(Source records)
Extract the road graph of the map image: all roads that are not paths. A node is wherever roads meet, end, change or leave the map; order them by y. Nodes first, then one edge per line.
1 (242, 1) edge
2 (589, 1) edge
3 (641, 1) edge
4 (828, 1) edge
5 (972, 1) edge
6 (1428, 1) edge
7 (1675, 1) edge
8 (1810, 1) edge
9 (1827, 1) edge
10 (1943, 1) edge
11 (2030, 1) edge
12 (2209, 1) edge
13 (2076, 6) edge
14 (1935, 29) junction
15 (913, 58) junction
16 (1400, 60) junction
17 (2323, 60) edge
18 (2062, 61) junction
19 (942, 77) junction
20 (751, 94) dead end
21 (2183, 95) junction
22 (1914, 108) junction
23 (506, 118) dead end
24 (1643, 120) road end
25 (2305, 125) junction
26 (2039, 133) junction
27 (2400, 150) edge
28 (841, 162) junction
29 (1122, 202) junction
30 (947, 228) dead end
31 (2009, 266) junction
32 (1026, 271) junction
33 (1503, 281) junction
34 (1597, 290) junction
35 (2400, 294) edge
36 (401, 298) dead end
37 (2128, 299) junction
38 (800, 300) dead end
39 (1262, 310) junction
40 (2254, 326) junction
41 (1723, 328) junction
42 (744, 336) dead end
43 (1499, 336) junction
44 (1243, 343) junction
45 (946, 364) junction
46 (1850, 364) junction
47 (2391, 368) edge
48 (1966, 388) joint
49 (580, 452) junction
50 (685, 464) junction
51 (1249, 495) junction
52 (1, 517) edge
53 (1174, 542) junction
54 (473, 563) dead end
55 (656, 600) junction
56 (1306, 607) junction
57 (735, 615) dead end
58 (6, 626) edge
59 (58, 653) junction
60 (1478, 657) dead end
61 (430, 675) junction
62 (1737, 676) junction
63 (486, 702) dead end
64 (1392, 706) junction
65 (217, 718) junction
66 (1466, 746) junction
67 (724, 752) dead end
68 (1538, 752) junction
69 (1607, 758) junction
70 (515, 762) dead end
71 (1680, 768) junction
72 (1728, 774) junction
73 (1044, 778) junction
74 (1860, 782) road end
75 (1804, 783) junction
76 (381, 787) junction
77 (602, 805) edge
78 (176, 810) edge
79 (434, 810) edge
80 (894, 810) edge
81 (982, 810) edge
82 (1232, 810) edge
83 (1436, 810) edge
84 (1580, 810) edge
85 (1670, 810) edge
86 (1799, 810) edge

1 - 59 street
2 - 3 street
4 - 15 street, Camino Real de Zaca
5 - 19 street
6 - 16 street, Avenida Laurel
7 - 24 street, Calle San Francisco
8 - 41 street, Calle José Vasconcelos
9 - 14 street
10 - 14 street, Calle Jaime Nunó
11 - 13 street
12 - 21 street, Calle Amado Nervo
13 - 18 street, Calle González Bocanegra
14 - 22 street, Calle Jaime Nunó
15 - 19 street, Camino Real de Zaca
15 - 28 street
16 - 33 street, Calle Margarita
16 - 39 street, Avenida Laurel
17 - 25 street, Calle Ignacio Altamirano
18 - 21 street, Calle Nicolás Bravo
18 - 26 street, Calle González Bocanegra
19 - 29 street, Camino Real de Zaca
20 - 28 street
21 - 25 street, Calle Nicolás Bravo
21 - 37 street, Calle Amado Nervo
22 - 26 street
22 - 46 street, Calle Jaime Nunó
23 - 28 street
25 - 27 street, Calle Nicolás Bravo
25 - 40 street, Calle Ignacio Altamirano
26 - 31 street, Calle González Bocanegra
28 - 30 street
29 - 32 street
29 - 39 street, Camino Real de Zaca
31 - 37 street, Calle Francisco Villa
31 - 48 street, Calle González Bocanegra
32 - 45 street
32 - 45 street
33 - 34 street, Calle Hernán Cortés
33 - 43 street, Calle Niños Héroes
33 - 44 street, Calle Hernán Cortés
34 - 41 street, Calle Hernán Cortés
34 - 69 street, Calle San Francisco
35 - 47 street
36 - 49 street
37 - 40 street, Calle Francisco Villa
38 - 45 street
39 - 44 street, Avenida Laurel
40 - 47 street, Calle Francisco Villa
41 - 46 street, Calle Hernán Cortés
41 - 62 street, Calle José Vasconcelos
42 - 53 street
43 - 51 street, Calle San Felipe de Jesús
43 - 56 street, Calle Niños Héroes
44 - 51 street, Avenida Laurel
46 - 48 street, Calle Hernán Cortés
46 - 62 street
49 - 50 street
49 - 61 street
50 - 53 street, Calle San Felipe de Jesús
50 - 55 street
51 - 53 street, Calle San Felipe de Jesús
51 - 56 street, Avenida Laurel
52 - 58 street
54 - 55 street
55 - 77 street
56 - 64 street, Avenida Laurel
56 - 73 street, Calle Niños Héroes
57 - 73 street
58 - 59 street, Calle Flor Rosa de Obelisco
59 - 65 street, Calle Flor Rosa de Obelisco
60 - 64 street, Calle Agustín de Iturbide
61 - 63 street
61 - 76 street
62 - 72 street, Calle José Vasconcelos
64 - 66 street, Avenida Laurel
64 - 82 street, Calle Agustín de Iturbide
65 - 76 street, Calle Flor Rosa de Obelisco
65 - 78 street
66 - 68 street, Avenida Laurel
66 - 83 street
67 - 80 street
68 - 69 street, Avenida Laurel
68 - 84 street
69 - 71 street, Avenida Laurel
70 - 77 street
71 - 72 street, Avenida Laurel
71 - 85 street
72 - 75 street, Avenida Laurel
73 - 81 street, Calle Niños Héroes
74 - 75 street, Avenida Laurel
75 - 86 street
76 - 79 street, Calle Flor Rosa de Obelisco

_What the task asks_
An answer is complete only when it holds every line above containing the string "Felipe".

_Task solution_
43 - 51 street, Calle San Felipe de Jesús
50 - 53 street, Calle San Felipe de Jesús
51 - 53 street, Calle San Felipe de Jesús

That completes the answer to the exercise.